1. Use ```tr``` to translate characters. The format ```tr -tags str1 str2``` copies the standard input to the standard output with the characters in ```str1``` substituted to ```str2```. The ```-c``` tag *complements* the values in ```str1``` and the ```-s``` tag *squeezes* all sequences of ```str2``` in the output to a single instance.   
>Thus ```tr -sc "A-Za-z" "\n" < shakespeare.txt``` splits the corpus into individual alphabetic words on each line. We use the ```<``` to pass the text as input.
2. The ```sort``` utility sorts text by line, and we use a pipe ```|``` to take the input of ```tr``` and pass it to the next utility.
3. We then use ```uniq``` to read adjecent lines of the input and writes copies to the output, except duplicate lines aren't written. The ```-c``` tag precedes each line with a count of its occurances.   
>This gives us ```tr -sc "A-Za-z" "\n" < shakespeare.txt | sort | uniq -c``` so far.
4. We could also use ```tr A-Z a-z``` to convert all text to lowercase before sorting it.
5. Finally, we can use the ```sort``` tags ```-n``` to consider lines numerically and ```-r``` to sort in reverse order, giving us the largest values first. I also put this into a file to save our results. Our final command is:   
>```tr -sc "A-Za-z" "\n" < shakespeare.txt | tr A-Z a-z | sort | uniq -c | sort -n -r > word_counts.txt```

We'll need more advanced tools for **tokenization**, the task of segmenting running text into words, and **normalization**, the task of putting words/tokens into a standard format. We'll typically want to keep punctuation as tokens, but keep internal punctuation in words intact (e.g. *Ph.D.*, *$45.55*, *03/16/1999*, or *#nlproc*). We can also expand **clitic** contractions marked by apostrophes. Clitics are parts of words that can't stand on their own. We might also need to consider multiword expressions, which links this task to **named entity detection**, the task of detecting names, dates, and organizations.

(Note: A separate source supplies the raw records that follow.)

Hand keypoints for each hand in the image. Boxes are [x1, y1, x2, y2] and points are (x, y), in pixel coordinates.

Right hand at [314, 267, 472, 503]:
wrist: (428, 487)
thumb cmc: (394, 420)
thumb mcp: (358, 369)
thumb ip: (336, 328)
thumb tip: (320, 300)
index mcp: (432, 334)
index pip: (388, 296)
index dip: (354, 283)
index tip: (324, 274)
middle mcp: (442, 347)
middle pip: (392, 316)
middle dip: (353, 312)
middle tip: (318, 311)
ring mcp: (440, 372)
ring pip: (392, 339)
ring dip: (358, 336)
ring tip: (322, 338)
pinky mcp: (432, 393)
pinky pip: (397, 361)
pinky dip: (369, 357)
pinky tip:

A common tokenization standard is the **Penn Treebank tokenization** standard, used for parsed corpora released by the Linguistic Data Consortium (LDC). This separates clitics, keeps hyphenated words together, and separates out all punctuation. Tokens can be **normalized**, where a single form is chosen for words with multiple forms, e.g. *US* and *USA*. **Case folding** normalizes to lowercase, which might be desirable in speech recognition or IR, but maybe not sentiment analysis, IE, or MT. In practice, tokenization needs to be fast and deterministic, as it needs to happen before all other language processing.

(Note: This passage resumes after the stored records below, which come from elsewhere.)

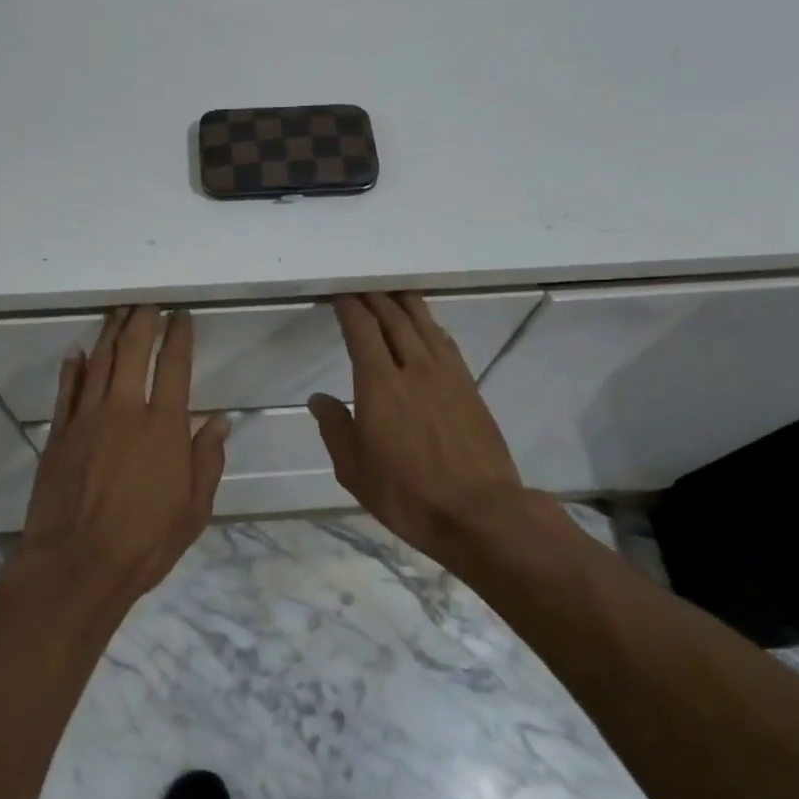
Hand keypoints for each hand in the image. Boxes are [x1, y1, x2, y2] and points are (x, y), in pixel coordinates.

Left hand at [17, 306, 229, 603]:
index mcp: (164, 426)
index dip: (179, 336)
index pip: (175, 366)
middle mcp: (125, 410)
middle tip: (148, 303)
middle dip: (142, 321)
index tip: (182, 316)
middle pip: (133, 351)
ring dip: (110, 333)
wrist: (74, 567)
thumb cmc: (144, 542)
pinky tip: (78, 352)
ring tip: (118, 312)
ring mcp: (87, 419)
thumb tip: (219, 420)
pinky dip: (73, 367)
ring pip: (99, 362)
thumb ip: (207, 460)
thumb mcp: (193, 510)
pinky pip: (67, 390)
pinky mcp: (59, 434)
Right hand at [309, 293, 524, 567]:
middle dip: (374, 297)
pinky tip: (425, 325)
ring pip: (423, 323)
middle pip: (393, 317)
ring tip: (391, 291)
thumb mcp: (355, 471)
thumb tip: (319, 399)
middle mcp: (413, 367)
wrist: (480, 512)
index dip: (349, 306)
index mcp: (380, 384)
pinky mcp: (469, 385)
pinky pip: (444, 341)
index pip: (362, 329)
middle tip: (361, 286)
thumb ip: (335, 429)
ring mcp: (446, 374)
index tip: (339, 294)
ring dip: (404, 303)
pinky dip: (429, 324)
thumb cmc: (408, 495)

In languages such as written Chinese, Japanese, and Thai, there are no spaces to mark word boundaries. Chinese words are composed of **hanzi** characters which are generally pronounced as a single morpheme. A simple algorithm called **maximum matching** (**MaxMatch**) performs quite well for segmenting Chinese, although it requires a wordlist of the language. It starts pointing at the beginning of the string and chooses the longest word in the dictionary currently matching the input. The pointer is advanced to the end of that string and the process repeats. If no word matches, advance the pointer a character (this will be a one-character word) and re-apply again. My version of the pseudocode:

In [0]:
def maxMatch(text,dictionary):
  # Returns a list of words in the sentence.
  if len(text) == 0:
    return []
  length = len(text)
  while length != 0: # All possible lengths will be checked.
    first_word = text[0:length]
    remainder = text[length:len(text)] # Rest of sentence.
    if first_word in dictionary:
      # Concatenate the found word with rest of sentence's result.
      return [first_word] + maxMatch(remainder,dictionary)
    length = length - 1

  # No word was found, so create a one-character word.
  first_word = text[0]
  remainder = text[1:]
  return [first_word] + maxMatch(remainder,dictionary)

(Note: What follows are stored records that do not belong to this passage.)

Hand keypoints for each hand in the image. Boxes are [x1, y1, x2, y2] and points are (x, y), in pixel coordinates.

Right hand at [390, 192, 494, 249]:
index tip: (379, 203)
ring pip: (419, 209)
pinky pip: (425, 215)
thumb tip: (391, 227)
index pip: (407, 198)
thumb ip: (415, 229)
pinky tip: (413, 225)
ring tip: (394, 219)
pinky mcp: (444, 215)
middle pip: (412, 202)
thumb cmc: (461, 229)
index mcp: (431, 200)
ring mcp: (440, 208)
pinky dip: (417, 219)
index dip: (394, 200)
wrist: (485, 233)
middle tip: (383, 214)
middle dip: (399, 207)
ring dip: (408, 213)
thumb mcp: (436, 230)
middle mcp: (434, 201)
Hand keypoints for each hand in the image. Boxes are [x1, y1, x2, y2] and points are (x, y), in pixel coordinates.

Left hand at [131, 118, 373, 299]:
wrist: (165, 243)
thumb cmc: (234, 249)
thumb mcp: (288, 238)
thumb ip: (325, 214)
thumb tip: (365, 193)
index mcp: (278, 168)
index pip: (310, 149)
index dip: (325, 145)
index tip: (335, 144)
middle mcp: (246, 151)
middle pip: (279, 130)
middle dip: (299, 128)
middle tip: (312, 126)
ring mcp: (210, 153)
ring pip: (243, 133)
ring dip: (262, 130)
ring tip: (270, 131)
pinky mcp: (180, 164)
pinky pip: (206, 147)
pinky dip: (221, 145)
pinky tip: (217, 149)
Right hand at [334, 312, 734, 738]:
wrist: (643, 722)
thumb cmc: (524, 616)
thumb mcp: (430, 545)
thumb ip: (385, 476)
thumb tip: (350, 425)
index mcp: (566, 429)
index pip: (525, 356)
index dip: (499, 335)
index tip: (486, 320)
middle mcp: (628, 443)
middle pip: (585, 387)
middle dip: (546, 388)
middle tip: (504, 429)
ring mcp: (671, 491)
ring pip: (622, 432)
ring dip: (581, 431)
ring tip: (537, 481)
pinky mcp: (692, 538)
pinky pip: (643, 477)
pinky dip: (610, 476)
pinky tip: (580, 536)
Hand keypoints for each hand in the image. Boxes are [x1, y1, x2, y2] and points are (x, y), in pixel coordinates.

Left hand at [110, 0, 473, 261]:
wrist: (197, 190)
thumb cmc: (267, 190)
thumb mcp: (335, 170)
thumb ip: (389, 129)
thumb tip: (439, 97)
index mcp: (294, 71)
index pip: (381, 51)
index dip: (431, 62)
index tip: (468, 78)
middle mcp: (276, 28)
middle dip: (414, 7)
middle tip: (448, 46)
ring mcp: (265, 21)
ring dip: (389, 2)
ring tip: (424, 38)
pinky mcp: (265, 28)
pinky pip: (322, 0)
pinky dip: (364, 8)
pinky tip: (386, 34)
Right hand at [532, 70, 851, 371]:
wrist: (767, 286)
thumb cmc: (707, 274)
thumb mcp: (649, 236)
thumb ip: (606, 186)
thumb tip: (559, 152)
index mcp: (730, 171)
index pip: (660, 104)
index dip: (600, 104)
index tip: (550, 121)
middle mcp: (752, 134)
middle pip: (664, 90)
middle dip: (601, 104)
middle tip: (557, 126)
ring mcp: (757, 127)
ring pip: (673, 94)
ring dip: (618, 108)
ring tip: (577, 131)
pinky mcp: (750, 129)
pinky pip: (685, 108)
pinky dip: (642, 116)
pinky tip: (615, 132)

This doesn't work as well on English, because Chinese has much shorter words. We can quantify how well the segmenter works using a metric called **word error rate**, where we compare our result with a perfect hand-segmented (i.e. **gold**) sentence. The WER is the normalized minimum edit distance between the two: the number of word insertions, deletions, and substitutions divided by the length of the gold sentence in words. We'll see how to calculate this soon.